Luzifer saß, wie so oft in der letzten Zeit, im Garten Eden. Der Ort hatte noch immer eine beruhigende Wirkung auf ihn, die Anwesenheit von Deimos, der neben ihm lag und die Augen geschlossen hatte, tat sein Übriges. Der oberste Engel lehnte gegen den Körper des Drachen und hatte sein kleines Buch offen auf seinen Knien liegen. Ein Plan hatte sich in seinem Kopf manifestiert, den er nun niederschrieb. Er wusste, dass er diesen in die Tat umsetzen musste, egal wie es dabei für ihn ausging. Er musste es einfach tun. Luzifer dachte an Michael und sein Blick bekam etwas Trauriges. Er wollte ihn da nicht mit hineinziehen, aber er hatte wohl keine andere Wahl. Seit einiger Zeit fragte er sich schon, ob alles, was geschah, vorherbestimmt war und inwieweit man sein eigenes Schicksal in der Hand hatte. Plötzlich erinnerte er sich wieder an Asmodeus' Worte und musste schmunzeln.

"Ihr könnt einfach nicht aufhören Fragen zu stellen, nicht wahr?"

Scheinbar bekam er es tatsächlich nicht hin, seinen Kopf einfach mal auszuschalten, wenngleich es für seinen Gemütszustand wohl besser wäre. Eine Sache, in der er sich anscheinend nie ändern würde. Während er da saß und gedankenverloren in den See vor ihm starrte, spürte er jemanden näher kommen. Luzifer schloss sein Buch, packte es weg und wartete. Er wusste genau, was jetzt folgen würde. Ein Gespräch, das schon mehr als überfällig war und vor dem er sich bisher erfolgreich gedrückt hatte. Nun war er aber dafür bereit, er war sich bewusst, dass er es ihm schuldig war.

Michael ging derweil vorsichtig auf Luzifer zu. Er war sicher, dass sein Bruder sich wieder einfach so in Luft auflösen würde, bevor er ihn erreicht hatte, so wie er es auch die letzten Male getan hatte. Doch als er den See erreichte und sich neben ihm niederließ, war Luzifer noch immer da. Es verwunderte Michael und freute ihn gleichzeitig auch. Sie saßen schweigend zusammen. Nur das leise Atmen von Deimos war zu hören. Trotz der Umstände wirkte dieser Moment vollkommen friedlich, was beiden Brüdern sichtlich gut tat.

»Luz?«, durchbrach Michael schließlich das Schweigen. Luzifer brummte darauf nur leise. »Wieso?«, war alles, was er fragte.
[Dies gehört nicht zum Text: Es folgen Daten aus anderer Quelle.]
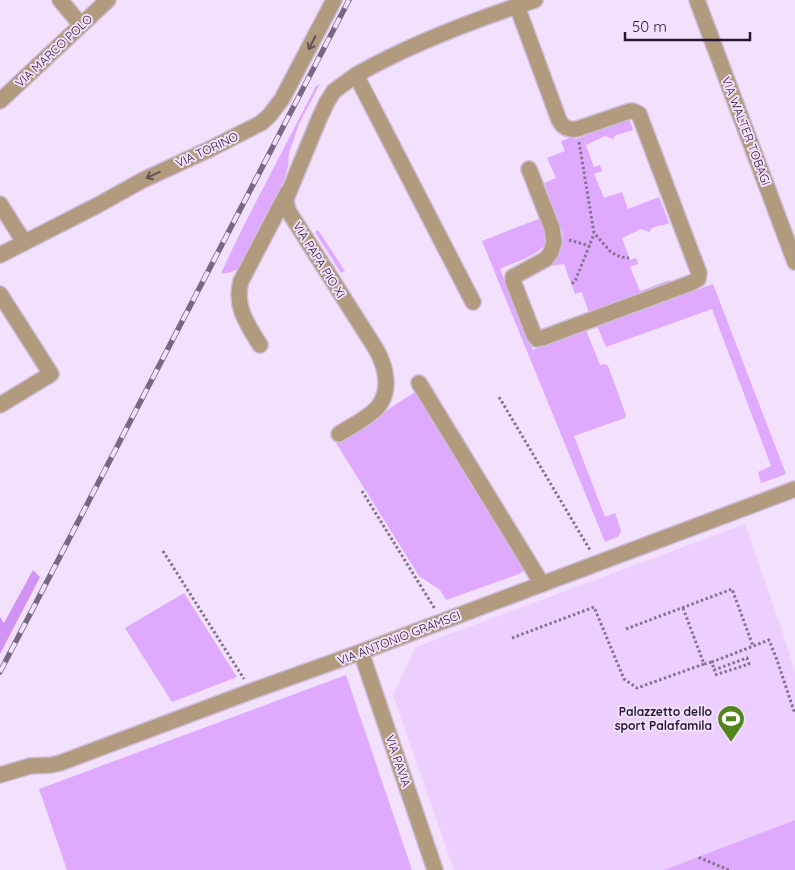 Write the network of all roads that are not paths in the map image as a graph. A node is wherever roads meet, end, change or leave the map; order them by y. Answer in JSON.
{"nodes":[{"id":1,"x":60,"y":0,"type":"edge"},
{"id":2,"x":108,"y":0,"type":"edge"},
{"id":3,"x":334,"y":0,"type":"edge"},
{"id":4,"x":536,"y":0,"type":"edge"},
{"id":5,"x":697,"y":0,"type":"edge"},
{"id":6,"x":517,"y":6,"type":"junction"},
{"id":7,"x":81,"y":25,"type":"junction"},
{"id":8,"x":356,"y":75,"type":"junction"},
{"id":9,"x":0,"y":101,"type":"edge"},
{"id":10,"x":529,"y":169,"type":"dead end"},
{"id":11,"x":288,"y":192,"type":"junction"},
{"id":12,"x":0,"y":204,"type":"edge"},
{"id":13,"x":24,"y":242,"type":"junction"},
{"id":14,"x":0,"y":255,"type":"edge"},
{"id":15,"x":795,"y":262,"type":"edge"},
{"id":16,"x":0,"y":294,"type":"edge"},
{"id":17,"x":473,"y":302,"type":"dead end"},
{"id":18,"x":260,"y":345,"type":"dead end"},
{"id":19,"x":419,"y":383,"type":"dead end"},
{"id":20,"x":0,"y":405,"type":"edge"},
{"id":21,"x":339,"y":434,"type":"dead end"},
{"id":22,"x":795,"y":489,"type":"edge"},
{"id":23,"x":542,"y":584,"type":"junction"},
{"id":24,"x":360,"y":652,"type":"junction"},
{"id":25,"x":0,"y":775,"type":"edge"},
{"id":26,"x":435,"y":870,"type":"edge"}],
"edges":[{"from":1,"to":7,"type":"street"},
{"from":2,"to":7,"type":"street","name":"VIA MARCO POLO"},
{"from":3,"to":13,"type":"street","name":"VIA TORINO","one_way":true},
{"from":4,"to":6,"type":"street","name":"VIA PAPA PIO XI"},
{"from":5,"to":15,"type":"street","name":"VIA WALTER TOBAGI"},
{"from":6,"to":8,"type":"street","name":"VIA PAPA PIO XI"},
{"from":6,"to":10,"type":"street"},
{"from":7,"to":9,"type":"street","name":"VIA MARCO POLO"},
{"from":8,"to":11,"type":"street","name":"VIA PAPA PIO XI"},
{"from":8,"to":17,"type":"street"},
{"from":11,"to":18,"type":"street"},
{"from":11,"to":21,"type":"street","name":"VIA PAPA PIO XI"},
{"from":12,"to":13,"type":"street"},
{"from":13,"to":14,"type":"street","name":"VIA TORINO"},
{"from":16,"to":20,"type":"street"},
{"from":19,"to":23,"type":"street"},
{"from":22,"to":23,"type":"street","name":"VIA ANTONIO GRAMSCI"},
{"from":23,"to":24,"type":"street","name":"VIA ANTONIO GRAMSCI"},
{"from":24,"to":25,"type":"street","name":"VIA ANTONIO GRAMSCI"},
{"from":24,"to":26,"type":"street","name":"VIA PAVIA"}]} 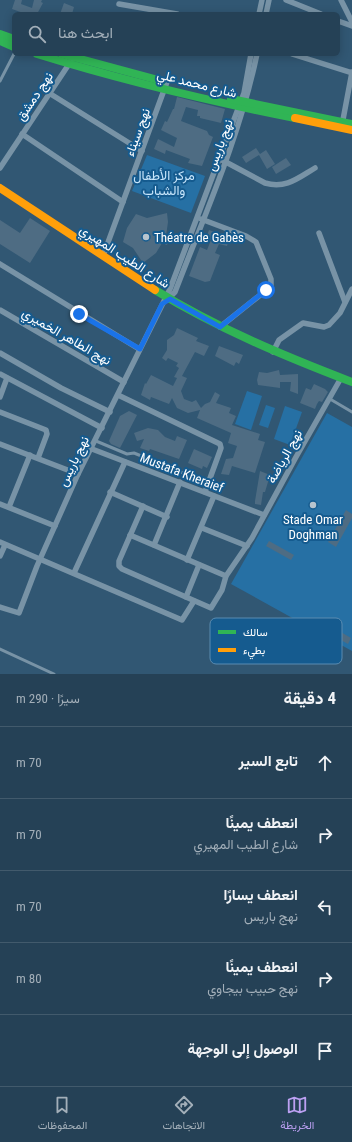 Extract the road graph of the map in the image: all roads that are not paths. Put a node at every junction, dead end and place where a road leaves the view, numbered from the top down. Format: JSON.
{"nodes":[{"id":1,"x":262,"y":0,"type":"edge"},
{"id":2,"x":269,"y":0,"type":"edge"},
{"id":3,"x":286,"y":0,"type":"edge"},
{"id":4,"x":341,"y":0,"type":"edge"},
{"id":5,"x":119,"y":4,"type":"dead end"},
{"id":6,"x":166,"y":12,"type":"edge"},
{"id":7,"x":259,"y":12,"type":"edge"},
{"id":8,"x":266,"y":12,"type":"edge"},
{"id":9,"x":316,"y":12,"type":"edge"},
{"id":10,"x":340,"y":22,"type":"edge"},
{"id":11,"x":352,"y":22,"type":"edge"},
{"id":12,"x":352,"y":26,"type":"edge"},
{"id":13,"x":0,"y":34,"type":"edge"},
{"id":14,"x":12,"y":38,"type":"edge"},
{"id":15,"x":0,"y":41,"type":"edge"},
{"id":16,"x":12,"y":46,"type":"edge"},
{"id":17,"x":13,"y":56,"type":"edge"},
{"id":18,"x":47,"y":56,"type":"edge"},
{"id":19,"x":65,"y":56,"type":"edge"},
{"id":20,"x":251,"y":56,"type":"edge"},
{"id":21,"x":256,"y":56,"type":"edge"},
{"id":22,"x":298,"y":56,"type":"edge"},
{"id":23,"x":71,"y":61,"type":"junction"},
{"id":24,"x":352,"y":73,"type":"edge"},
{"id":25,"x":0,"y":81,"type":"edge"},
{"id":26,"x":166,"y":85,"type":"junction"},
{"id":27,"x":49,"y":93,"type":"junction"},
{"id":28,"x":242,"y":104,"type":"junction"},
{"id":29,"x":342,"y":124,"type":"junction"},
{"id":30,"x":352,"y":124,"type":"edge"},
{"id":31,"x":352,"y":130,"type":"edge"},
{"id":32,"x":22,"y":134,"type":"junction"},
{"id":33,"x":142,"y":151,"type":"junction"},
{"id":34,"x":218,"y":158,"type":"junction"},
{"id":35,"x":225,"y":161,"type":"junction"},
{"id":36,"x":0,"y":168,"type":"edge"},
{"id":37,"x":315,"y":168,"type":"dead end"},
{"id":38,"x":0,"y":188,"type":"edge"},
{"id":39,"x":123,"y":202,"type":"junction"},
{"id":40,"x":200,"y":218,"type":"junction"},
{"id":41,"x":319,"y":233,"type":"dead end"},
{"id":42,"x":103,"y":256,"type":"junction"},
{"id":43,"x":0,"y":264,"type":"edge"},
{"id":44,"x":352,"y":289,"type":"edge"},
{"id":45,"x":166,"y":300,"type":"junction"},
{"id":46,"x":345,"y":302,"type":"junction"},
{"id":47,"x":0,"y":310,"type":"edge"},
{"id":48,"x":220,"y":327,"type":"junction"},
{"id":49,"x":140,"y":349,"type":"junction"},
{"id":50,"x":273,"y":352,"type":"junction"},
{"id":51,"x":0,"y":353,"type":"edge"},
{"id":52,"x":0,"y":374,"type":"edge"},
{"id":53,"x":7,"y":378,"type":"junction"},
{"id":54,"x":341,"y":378,"type":"junction"},
{"id":55,"x":124,"y":382,"type":"junction"},
{"id":56,"x":352,"y":382,"type":"edge"},
{"id":57,"x":118,"y":395,"type":"junction"},
{"id":58,"x":0,"y":397,"type":"edge"},
{"id":59,"x":330,"y":399,"type":"junction"},
{"id":60,"x":0,"y":412,"type":"edge"},
{"id":61,"x":110,"y":412,"type":"junction"},
{"id":62,"x":352,"y":412,"type":"edge"},
{"id":63,"x":102,"y":428,"type":"junction"},
{"id":64,"x":96,"y":441,"type":"junction"},
{"id":65,"x":0,"y":444,"type":"edge"},
{"id":66,"x":92,"y":449,"type":"junction"},
{"id":67,"x":30,"y":455,"type":"junction"},
{"id":68,"x":38,"y":458,"type":"junction"},
{"id":69,"x":125,"y":462,"type":"junction"},
{"id":70,"x":78,"y":474,"type":"junction"},
{"id":71,"x":180,"y":482,"type":"junction"},
{"id":72,"x":208,"y":483,"type":"junction"},
{"id":73,"x":110,"y":492,"type":"junction"},
{"id":74,"x":204,"y":492,"type":"junction"},
{"id":75,"x":214,"y":496,"type":"junction"},
{"id":76,"x":0,"y":504,"type":"edge"},
{"id":77,"x":143,"y":506,"type":"junction"},
{"id":78,"x":9,"y":507,"type":"junction"},
{"id":79,"x":264,"y":515,"type":"junction"},
{"id":80,"x":167,"y":517,"type":"junction"},
{"id":81,"x":55,"y":526,"type":"junction"},
{"id":82,"x":202,"y":528,"type":"junction"},
{"id":83,"x":130,"y":535,"type":"junction"},
{"id":84,"x":3,"y":544,"type":"edge"},
{"id":85,"x":154,"y":545,"type":"junction"},
{"id":86,"x":247,"y":546,"type":"junction"},
{"id":87,"x":0,"y":556,"type":"edge"},
{"id":88,"x":40,"y":559,"type":"junction"},
{"id":89,"x":187,"y":560,"type":"junction"},
{"id":90,"x":200,"y":565,"type":"junction"},
{"id":91,"x":74,"y":573,"type":"junction"},
{"id":92,"x":226,"y":576,"type":"junction"},
{"id":93,"x":186,"y":597,"type":"junction"},
{"id":94,"x":194,"y":601,"type":"junction"},
{"id":95,"x":0,"y":608,"type":"edge"},
{"id":96,"x":0,"y":648,"type":"edge"},
{"id":97,"x":54,"y":674,"type":"edge"}],
"edges":[{"from":1,"to":7,"type":"street"},
{"from":2,"to":8,"type":"street"},
{"from":3,"to":9,"type":"street"},
{"from":4,"to":11,"type":"street"},
{"from":5,"to":6,"type":"street"},
{"from":10,"to":12,"type":"street"},
{"from":13,"to":14,"type":"street"},
{"from":15,"to":16,"type":"street"},
{"from":17,"to":25,"type":"lane"},
{"from":18,"to":23,"type":"street","name":"شارع محمد علي"},
{"from":19,"to":23,"type":"street","name":"شارع محمد علي"},
{"from":20,"to":28,"type":"street","name":"نهج باريس"},
{"from":21,"to":28,"type":"street","name":"نهج باريس"},
{"from":22,"to":24,"type":"street"},
{"from":23,"to":26,"type":"street","name":"شارع محمد علي"},
{"from":23,"to":27,"type":"street","name":"نهج دمشق"},
{"from":24,"to":29,"type":"street"},
{"from":26,"to":28,"type":"street","name":"شارع محمد علي"},
{"from":26,"to":33,"type":"street","name":"نهج سيناء"},
{"from":27,"to":32,"type":"street","name":"نهج دمشق"},
{"from":27,"to":33,"type":"street"},
{"from":28,"to":29,"type":"street","name":"شارع محمد علي"},
{"from":28,"to":34,"type":"street","name":"نهج باريس"},
{"from":28,"to":35,"type":"street","name":"نهج باريس"},
{"from":29,"to":30,"type":"street","name":"شارع محمد علي"},
{"from":29,"to":31,"type":"street","name":"شارع محمد علي"},
{"from":32,"to":36,"type":"street","name":"نهج دمشق"},
{"from":32,"to":39,"type":"street"},
{"from":33,"to":39,"type":"street","name":"نهج سيناء"},
{"from":34,"to":35,"type":"street"},
{"from":34,"to":40,"type":"street","name":"نهج باريس"},
{"from":35,"to":37,"type":"street"},
{"from":35,"to":40,"type":"street","name":"نهج باريس"},
{"from":38,"to":42,"type":"street","name":"شارع الطيب المهيري"},
{"from":39,"to":42,"type":"street","name":"نهج سيناء"},
{"from":40,"to":45,"type":"street","name":"نهج باريس"},
{"from":40,"to":48,"type":"street"},
{"from":41,"to":46,"type":"street"},
{"from":42,"to":45,"type":"street","name":"شارع الطيب المهيري"},
{"from":43,"to":49,"type":"street"},
{"from":44,"to":46,"type":"street"},
{"from":45,"to":48,"type":"street","name":"شارع الطيب المهيري"},
{"from":45,"to":49,"type":"street","name":"نهج باريس"},
{"from":46,"to":50,"type":"street"},
{"from":47,"to":55,"type":"street","name":"نهج الطاهر الخميري"},
{"from":48,"to":50,"type":"street","name":"شارع الطيب المهيري"},
{"from":49,"to":55,"type":"street","name":"نهج باريس"},
{"from":50,"to":54,"type":"street","name":"شارع الطيب المهيري"},
{"from":51,"to":61,"type":"street"},
{"from":52,"to":53,"type":"street"},
{"from":53,"to":58,"type":"street"},
{"from":53,"to":63,"type":"street"},
{"from":54,"to":56,"type":"street","name":"شارع الطيب المهيري"},
{"from":54,"to":59,"type":"street","name":"نهج الرياضة"},
{"from":55,"to":57,"type":"street","name":"نهج باريس"},
{"from":57,"to":61,"type":"street","name":"نهج باريس"},
{"from":57,"to":72,"type":"street"},
{"from":59,"to":62,"type":"lane"},
{"from":59,"to":79,"type":"street","name":"نهج الرياضة"},
{"from":60,"to":68,"type":"street"},
{"from":61,"to":63,"type":"street","name":"نهج باريس"},
{"from":63,"to":64,"type":"street","name":"نهج باريس"},
{"from":64,"to":66,"type":"street","name":"نهج باريس"},
{"from":64,"to":72,"type":"lane"},
{"from":65,"to":67,"type":"street"},
{"from":66,"to":69,"type":"street","name":"Mustafa Kheraief"},
{"from":66,"to":70,"type":"street","name":"نهج باريس"},
{"from":67,"to":68,"type":"street"},
{"from":67,"to":78,"type":"street"},
{"from":68,"to":70,"type":"street"},
{"from":69,"to":71,"type":"street","name":"Mustafa Kheraief"},
{"from":69,"to":73,"type":"street"},
{"from":70,"to":81,"type":"street","name":"نهج باريس"},
{"from":71,"to":74,"type":"street","name":"Mustafa Kheraief"},
{"from":71,"to":80,"type":"street"},
{"from":72,"to":74,"type":"street"},
{"from":73,"to":77,"type":"street"},
{"from":73,"to":91,"type":"street"},
{"from":74,"to":75,"type":"street","name":"Mustafa Kheraief"},
{"from":75,"to":79,"type":"street","name":"Mustafa Kheraief"},
{"from":75,"to":82,"type":"street"},
{"from":76,"to":78,"type":"street"},
{"from":77,"to":80,"type":"street"},
{"from":77,"to":83,"type":"street"},
{"from":78,"to":81,"type":"street"},
{"from":79,"to":86,"type":"street","name":"نهج الرياضة"},
{"from":80,"to":85,"type":"street"},
{"from":81,"to":88,"type":"street","name":"نهج باريس"},
{"from":82,"to":86,"type":"street"},
{"from":82,"to":89,"type":"street"},
{"from":83,"to":85,"type":"street"},
{"from":83,"to":93,"type":"street"},
{"from":84,"to":87,"type":"street"},
{"from":84,"to":88,"type":"street"},
{"from":85,"to":89,"type":"street"},
{"from":86,"to":92,"type":"street","name":"نهج الرياضة"},
{"from":88,"to":91,"type":"street"},
{"from":88,"to":95,"type":"street","name":"نهج باريس"},
{"from":89,"to":90,"type":"street"},
{"from":90,"to":92,"type":"street"},
{"from":90,"to":93,"type":"street"},
{"from":91,"to":94,"type":"street"},
{"from":92,"to":94,"type":"street","name":"نهج الرياضة"},
{"from":93,"to":94,"type":"street"},
{"from":96,"to":97,"type":"lane"}]} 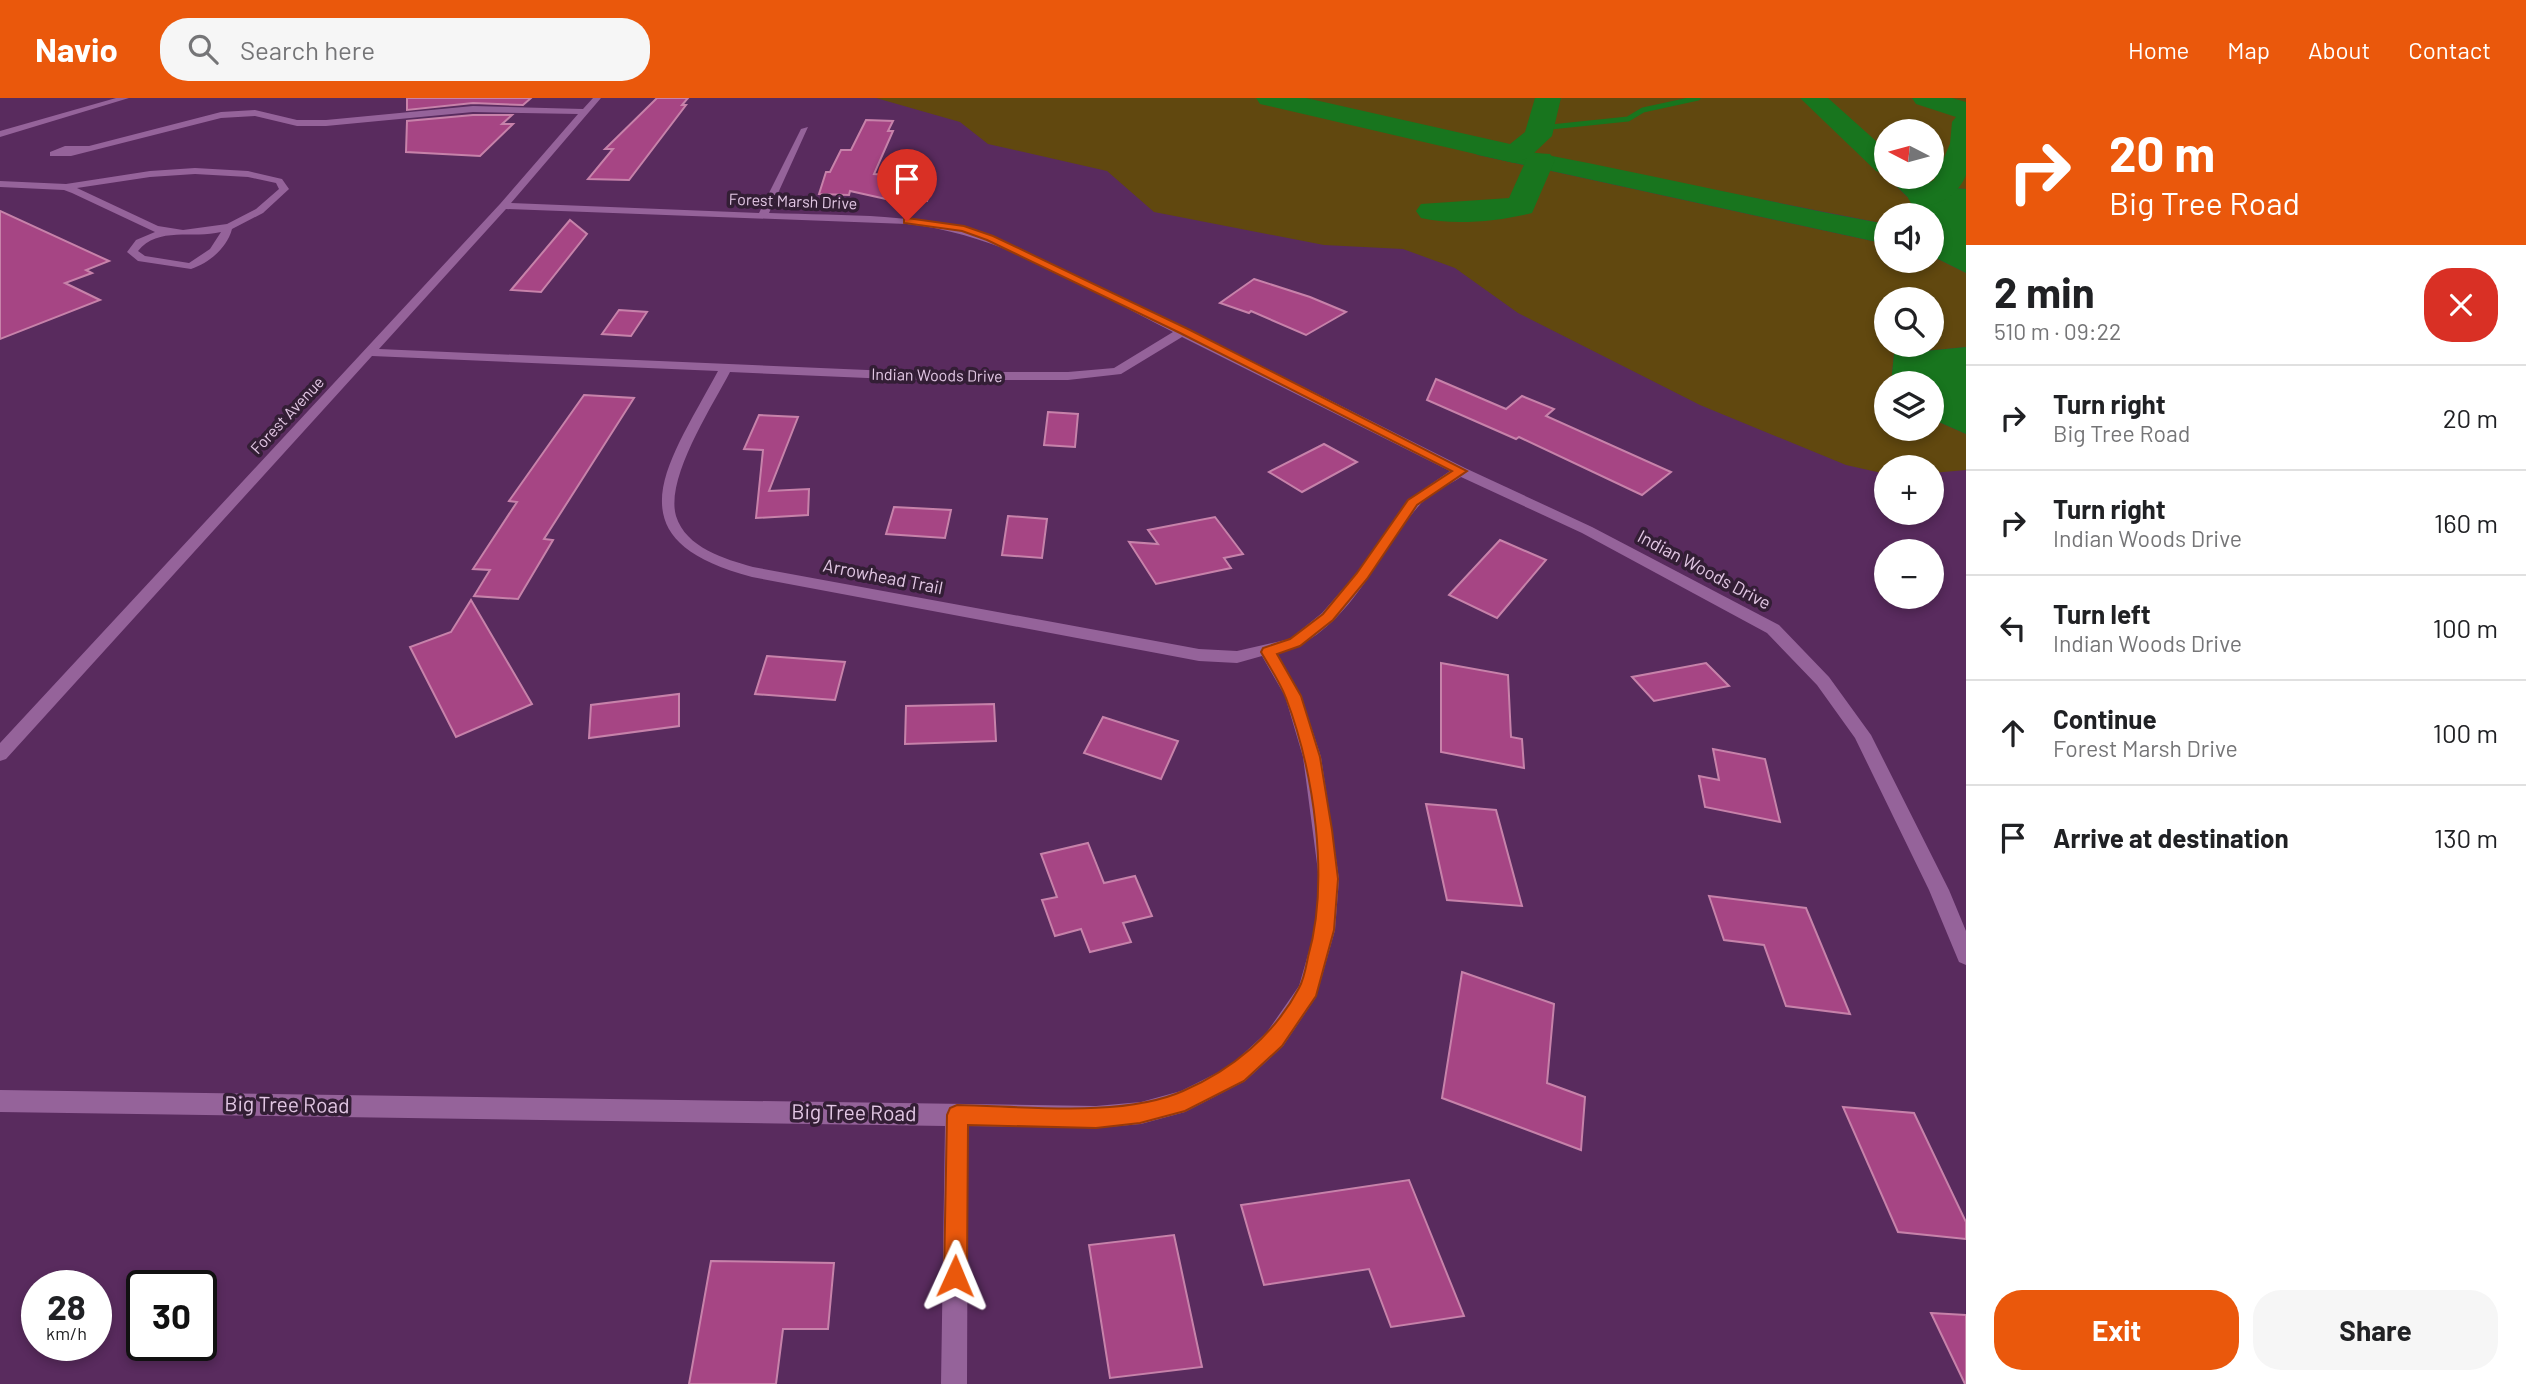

Luzifer schwieg lange. Er wusste, worauf Michael hinaus wollte, wusste aber nicht, wie er es ihm erklären sollte. Für Engel, die nicht seine Beobachtungen gemacht haben, waren seine Ansichten sicher schwer nachzuvollziehen. Luzifer musste seine Worte mit Bedacht wählen. Sein jüngerer Bruder glaubte fast schon, gar keine Antwort zu bekommen, bis er doch noch etwas erwiderte. »Weil es wichtig ist. Nicht nur für mich, sondern für uns alle. Es mag sein, dass der freie Wille nur eine Illusion ist, aber Tatsache bleibt, dass Menschen, Götter und sogar Dämonen in ihren Handlungen freier sind als wir.«

»Und du willst um jeden Preis wissen, warum das so ist«, schloss Michael seufzend.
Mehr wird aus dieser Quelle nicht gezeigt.